Dimana Spesialis Kedokteran Nuklir bekerja?
Lulusan prodi ini dapat bekerja pada Rumah Sakit baik di tingkat provinsi maupun kota yang memiliki Instalasi Kedokteran Nuklir. Bahkan saat ini semakin banyak rumah sakit yang mulai “melek” dengan keilmuan ini dan mulai membangun instalasi sendiri.
Menurut dr. Abraham Michael, PPDS Kedokteran Nuklir, seorang spesialis KN juga bisa untuk membuka klinik sendiri, misalnya klinik pratama yang melayani pemeriksaan hormon tiroid dengan memanfaatkan prinsip Kedokteran Nuklir.
Selain itu, tentu spesialis KN dapat menjadi dosen dan peneliti di institusi pendidikan, asesor mutu layanan kedokteran nuklir baik di dalam dan luar negeri, dan bahkan dapat bekerja di BATAN (Badan Tenaga Nuklir Nasional).
Apakah ada tips dan trik mendaftar prodi ini?
Untuk teman-teman yang terarik dengan bidang ini, teman-teman harus mulai mempersiapkan persyaratan administrasi untuk pendaftaran tentunya. Selain itu, bersilaturahmi dengan konsulen dan residen ke departemen Kedokteran Nuklir UNPAD-RSHS juga perlu dilakukan.
Menurut dr.

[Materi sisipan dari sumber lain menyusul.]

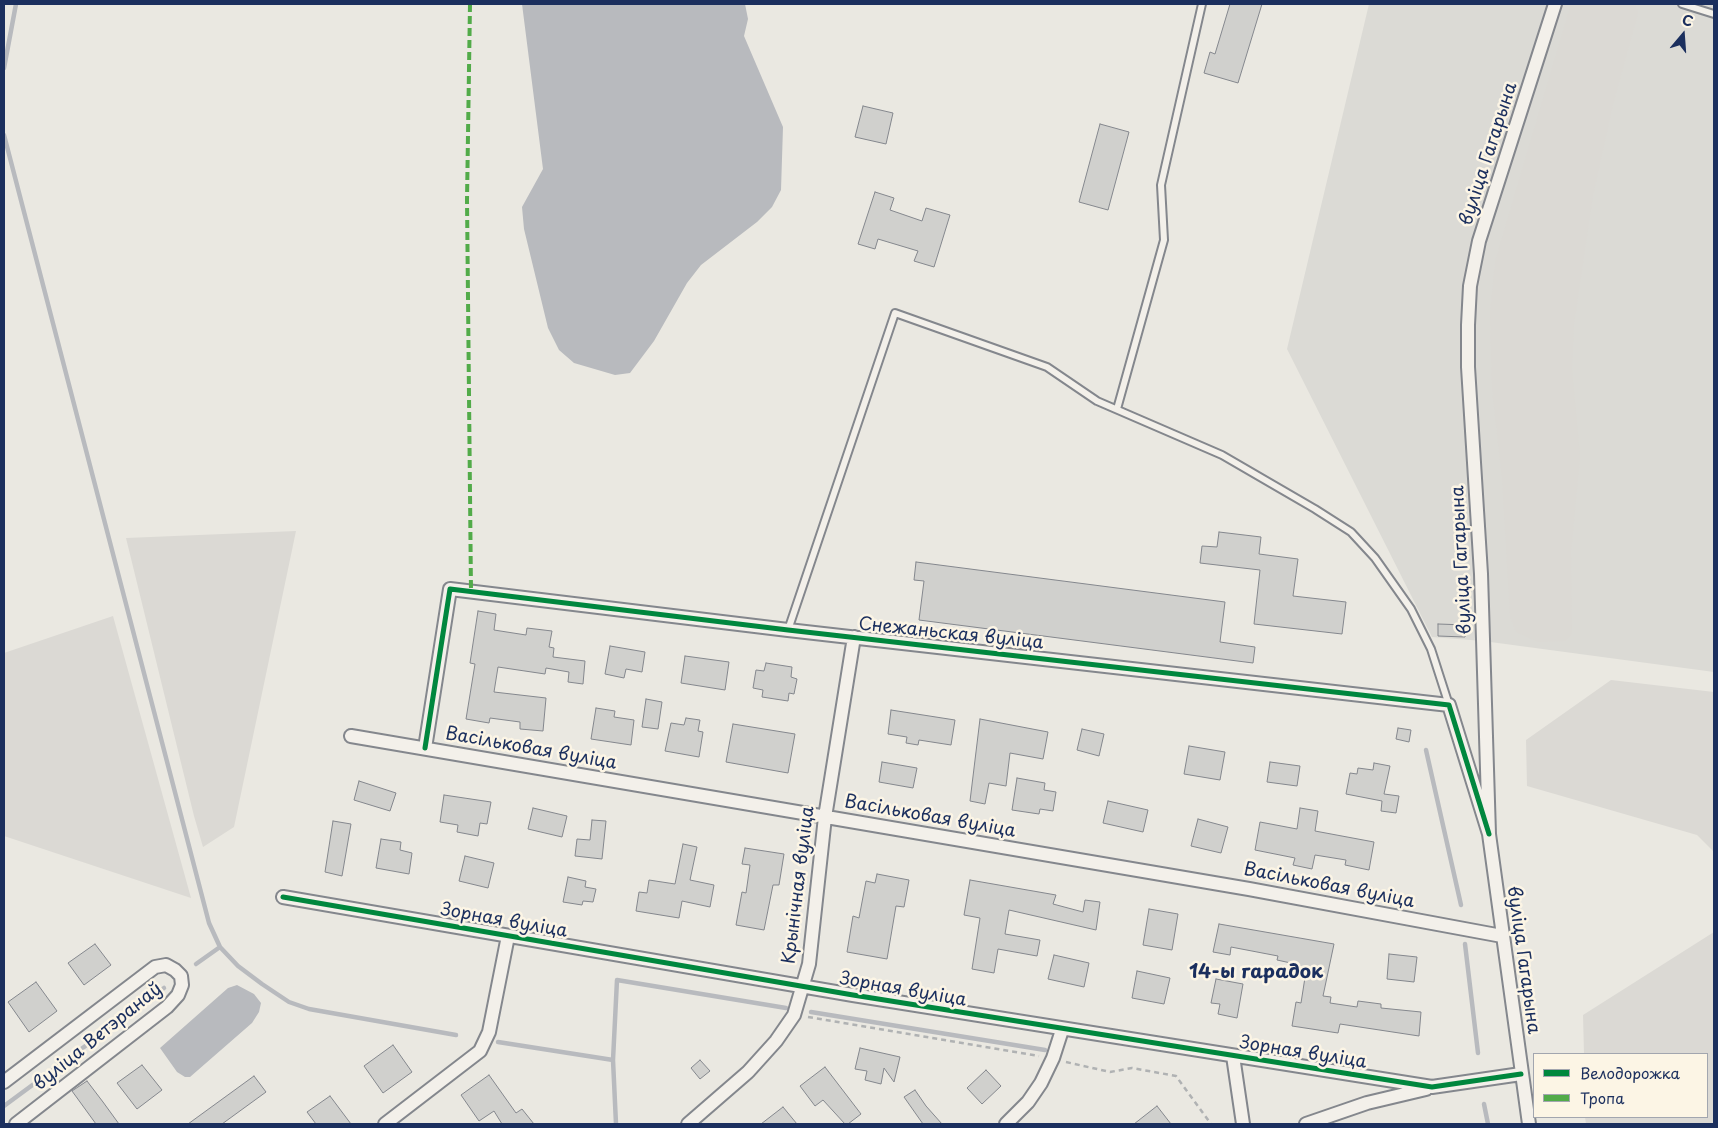 <!DOCTYPE html>
<html>
<head>
<meta charset="utf-8">
<style>
	body { margin:0 }
	#map { position:relative; width:1718px; height:1128px; overflow:hidden; background:#eae8e1; font-family:"Playpen Sans",sans-serif }
	canvas { display:block }
	.frame { position:absolute; inset:0; border:5px solid #1b2f5e; pointer-events:none }
	.legend { position:absolute; left:1533px; top:1053px; width:175px; height:65px; box-sizing:border-box; background:#fcf5e5; border:1px solid #a2a6af; margin:0; padding:6px 9px; list-style:none; font-size:15px; color:#1b2f5e }
	.legend li { display:flex; align-items:center; gap:10px; height:25px }
	.legend b { width:25px; border:1px solid #a2a6af }
	.north { position:absolute; left:1658px; top:10px; width:50px; height:50px; -webkit-text-stroke:4px #fcf5e5; paint-order:stroke; rotate:18deg; font-size:14px; font-weight:700; line-height:20px; text-align:center; color:#1b2f5e }
	.north::after { content:''; display:block; margin:auto; width:18px; height:22px; background:#1b2f5e; clip-path:polygon(50% 0,100% 100%,50% 72%,0 100%) }
</style>
</head>
<body>
<div id="map">
<canvas width="1718" height="1128"></canvas>
<div class="frame"></div>
<ul class="legend">
<li><b style="height:6px;background:#00873e"></b>Велодорожка</li>
<li><b style="height:6px;background:#52ab49"></b>Тропа</li>
</ul>
<div class="north">С</div>
</div>
<script>
const ctx = document.querySelector('canvas').getContext('2d');
ctx.lineJoin = 'round';
function fill(path, color) {
  ctx.fillStyle = color;
  ctx.fill(path, 'evenodd');
}
function shape(rows) {
  const path = new Path2D();
  for (const r of rows) {
    path.moveTo(r[0], r[1]);
    for (let i = 2; i < r.length; i += 2) path.lineTo(r[i], r[i + 1]);
  }
  return path;
}
function trace(path, color, width, dash) {
  ctx.strokeStyle = color;
  ctx.lineWidth = width;
  ctx.lineCap = dash ? 'butt' : 'round';
  ctx.setLineDash(dash || []);
  ctx.stroke(path);
}
function write(font, color, halo, rows, align = 'center') {
  ctx.font = font + ' "Playpen Sans",sans-serif';
  ctx.lineWidth = 5;
  ctx.setLineDash([]);
  ctx.textBaseline = 'middle';
  ctx.strokeStyle = halo;
  ctx.fillStyle = color;
  for (const [text, x, y, turn = 0] of rows) {
    ctx.save();
    ctx.translate(x, y);
    ctx.rotate((+turn || 0) * Math.PI / 180);
    ctx.textAlign = isNaN(turn) ? turn : align;
    if (halo) ctx.strokeText(text, 0, 0);
    ctx.fillText(text, 0, 0);
    ctx.restore();
  }
}
fill(shape([
	[1369,4,1714,4,1714,672,1483,641,1432,637,1287,349]
]), '#dbdad5');
fill(shape([
	[1571,4,1630,4,1636,6,1638,13,1613,104,1593,195,1574,324,1572,371,1580,457,1571,552,1572,634,1565,641,1538,642,1516,632,1510,616,1502,478,1492,389,1490,315,1495,262],
	[296,531,234,827,203,847,194,816,126,538],
	[113,616,191,898,4,836,4,653],
	[1611,680,1714,692,1714,852,1697,835,1527,786,1526,740],
	[1714,932,1714,1124,1586,1124,1585,1117,1707,1117,1707,1054,1584,1054,1583,1015]
]), '#dbd9d4');
fill(shape([
	[522,4,745,4,748,19,744,36,783,127,781,190,772,207,757,222,701,265,687,283,654,341,630,373,615,375,574,363,559,350,548,328,524,229,522,207,543,169],
	[237,985,254,994,261,1003,259,1012,252,1023,190,1077,185,1077,177,1072,160,1048,228,988]
]), '#b8babe');
trace(shape([
	[4,68,16,4],
	[4,135,209,923,220,947,238,966,262,984,289,1002,309,1009,456,1035],
	[1426,750,1461,905],
	[1465,944,1478,1053],
	[196,964,220,947],
	[811,1012,1045,1050],
	[498,1042,613,1060],
	[1484,1104,1488,1124],
	[4,1106,164,988],
	[616,1124,613,1060,617,980,786,1008]
]), '#b8babe', 4.5);
const building = shape([
	[1230,4,1262,4,1238,83,1204,73,1210,52,1215,54,1230,4],
	[863,106,893,113,886,144,855,137,863,106],
	[1100,124,1129,132,1108,210,1079,202,1100,124],
	[875,192,894,198,890,210,922,221,926,208,950,215,934,267,914,261,918,251,878,239,875,249,858,244,875,192],
	[1219,532,1261,537,1259,554,1298,559,1293,596,1346,602,1342,634,1254,624,1260,570,1200,563,1202,546,1217,547,1219,532],
	[916,562,1225,602,1220,642,1255,647,1253,663,919,620,924,581,914,580,916,562],
	[478,611,496,614,494,630,526,635,527,628,552,631,549,647,554,648,553,657,585,661,583,684,568,682,569,672,546,668,545,674,498,667,494,692,546,698,543,731,520,729,520,722,490,718,489,723,466,719,475,664,470,663,478,611],
	[1438,624,1466,625,1465,637,1438,636,1438,624],
	[610,646,645,652,642,672,626,669,624,678,605,674,610,646],
	[685,656,729,662,725,690,681,683,685,656],
	[766,663,792,667,791,677,797,679,794,694,789,693,788,701,762,697,763,690,753,688,756,670,764,671,766,663],
	[646,699,662,702,658,729,642,727,646,699],
	[596,708,615,711,614,717,634,720,631,745,591,739,596,708],
	[891,710,955,720,951,745,919,740,918,745,906,743,907,737,888,734,891,710],
	[686,718,700,720,698,731,703,732,699,757,665,751,671,723,684,725,686,718],
	[980,719,1048,732,1043,759,1010,753,1006,786,989,783,985,804,970,801,980,719],
	[733,724,795,734,788,773,726,762,733,724],
	[1398,728,1411,730,1409,742,1396,739,1398,728],
	[1082,729,1104,734,1099,756,1077,750,1082,729],
	[1189,746,1225,752,1220,780,1184,774,1189,746],
	[882,762,917,768,913,788,879,782,882,762],
	[1270,762,1300,766,1297,786,1267,782,1270,762],
	[1374,763,1390,766,1384,794,1399,796,1396,813,1381,811,1382,801,1346,794,1350,773,1357,774,1358,768,1373,770,1374,763],
	[1017,778,1045,783,1044,790,1056,792,1053,811,1040,809,1039,814,1012,810,1017,778],
	[359,781,396,793,390,811,354,800,359,781],
	[444,795,491,802,487,824,480,823,478,836,457,832,458,825,440,822,444,795],
	[1108,801,1148,810,1143,832,1103,823,1108,801],
	[533,808,567,816,562,837,528,829,533,808],
	[1300,808,1318,811,1315,831,1374,842,1369,870,1345,865,1346,860,1315,855,1312,869,1293,865,1295,858,1255,850,1260,822,1297,829,1300,808],
	[1198,819,1228,827,1221,853,1191,846,1198,819],
	[592,820,606,821,602,859,575,856,577,839,590,840,592,820],
	[333,821,351,824,342,876,325,872,333,821],
	[381,839,401,842,400,850,412,853,409,874,376,868,381,839],
	[683,844,697,847,690,880,714,885,710,907,682,901,679,918,636,911,639,892,647,893,649,880,675,884,683,844],
	[745,848,784,854,779,885,773,885,764,930,736,925,742,892,746,893,750,865,742,864,745,848],
	[465,856,494,863,488,888,459,881,465,856],
	[877,874,909,880,904,907,896,906,887,959,847,952,853,916,859,918,866,881,875,883,877,874],
	[568,877,586,881,585,887,596,889,593,902,583,901,582,905,563,902,568,877],
	[970,880,1056,895,1053,904,1083,912,1085,900,1100,902,1096,930,1009,910,1005,934,1040,940,1037,956,998,949,994,973,972,969,980,918,964,915,970,880],
	[1149,909,1178,914,1172,950,1143,945,1149,909],
	[1219,924,1334,944,1323,996,1331,997,1330,1003,1357,1007,1358,1001,1381,1004,1381,1008,1421,1012,1419,1036,1340,1024,1338,1033,1292,1026,1296,1002,1301,1003,1306,971,1299,970,1300,965,1277,960,1278,956,1231,947,1230,955,1213,952,1219,924],
	[95,944,111,965,84,985,68,963,95,944],
	[1389,954,1417,957,1414,982,1387,979,1389,954],
	[1054,955,1089,963,1084,987,1048,979,1054,955],
	[1137,971,1170,978,1164,1004,1132,998,1137,971],
	[1216,979,1243,984,1237,1018,1218,1014,1220,1004,1211,1003,1216,979],
	[36,982,57,1011,29,1032,8,1002,36,982],
	[393,1045,412,1072,383,1093,364,1066,393,1045],
	[860,1048,900,1057,894,1082,884,1068,881,1084,865,1080,867,1071,855,1069,860,1048],
	[700,1060,710,1071,700,1079,691,1068,700,1060],
	[142,1065,162,1090,137,1109,117,1083,142,1065],
	[825,1067,861,1114,848,1124,845,1124,823,1100,815,1106,800,1086,825,1067],
	[986,1070,1001,1086,982,1104,967,1088,986,1070],
	[489,1075,516,1113,522,1109,534,1124,502,1124,494,1111,479,1121,461,1095,489,1075],
	[254,1076,266,1092,222,1124,188,1124,254,1076],
	[87,1081,103,1102,119,1124,96,1124,72,1091,87,1081],
	[915,1090,926,1106,942,1124,923,1124,904,1097,915,1090],
	[330,1096,351,1124,316,1124,307,1112,330,1096],
	[1157,1106,1171,1124,1134,1124,1157,1106],
	[783,1107,797,1124,761,1124,783,1107]
]);
fill(building, '#d0d0cd');
trace(building, '#84878d', 1);
const lane = shape([
	[1682,4,1714,14],
	[1117,409,1164,240,1161,185,1202,4],
	[788,630,895,313,1047,367,1097,401,1222,455,1315,509,1351,532,1375,558,1411,609,1431,649,1449,705]
]);
const street = shape([
	[351,736,1249,889,1502,936],
	[425,748,450,589,788,630,1449,705,1489,834],
	[283,897,853,995,1432,1087,1521,1074],
	[1233,1056,1243,1124],
	[4,1082,155,967,166,965,175,970,181,976,182,985,178,995,167,1007,16,1124],
	[385,1124,480,1051,489,1032,508,936],
	[688,1124,748,1072,776,1041,794,1015,809,964,825,817,854,637],
	[1006,1124,1028,1102,1041,1083,1053,1058,1062,1030],
	[1306,1124,1367,1103,1426,1089],
	[1529,1124,1489,834,1481,574,1468,367,1468,325,1470,286,1479,241,1555,4]
]);
trace(lane, '#84878d', 10);
trace(street, '#84878d', 16);
trace(shape([
	[808,1017,1039,1056],
	[1066,1062,1110,1072,1132,1068,1176,1076,1211,1124]
]), '#b0b2b3', 2.5, [5, 4]);
trace(lane, '#f3f0ea', 6);
trace(street, '#f3f0ea', 12);
trace(shape([
	[470,4,467,200,471,591]
]), '#52ab49', 4, [8, 4]);
trace(shape([
	[425,748,450,589,788,630,1449,705,1489,834],
	[283,897,853,995,1432,1087,1521,1074]
]), '#00873e', 5);
write('18px', '#1b2f5e', '#fcf5e5', [
	["вуліца Гагарына",1489,154,-72],
	["вуліца Гагарына",1462,560,-93],
	["Снежаньская вуліца",951,634,6],
	["Васільковая вуліца",531,749,10],
	["Васільковая вуліца",930,817,10],
	["Крынічная вуліца",799,885,-83],
	["Васільковая вуліца",1329,886,11],
	["Зорная вуліца",504,921,10],
	["вуліца Гагарына",1523,960,82],
	["Зорная вуліца",903,990,10],
	["вуліца Ветэранаў",98,1037,-39],
	["Зорная вуліца",1303,1053,9]
]);
write('bold 19px', '#1b2f5e', '#fcf5e5', [
	["14-ы гарадок",1256,973]
]);
</script>
</body>
</html>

Abraham Michael, yang tidak kalah penting adalah menyiapkan rekomendasi tempat kembali untuk bekerja. Sisanya adalah banyak berdoa dan minta restu orangtua.
“Tidak perlu khawatir paparan radiasi, banyak residen yg memiliki keturunan (hamil) selama residensi,” tambah dr. Abraham Michael
Jadi bagaimana menurut teman-teman? Ada yang tertarik?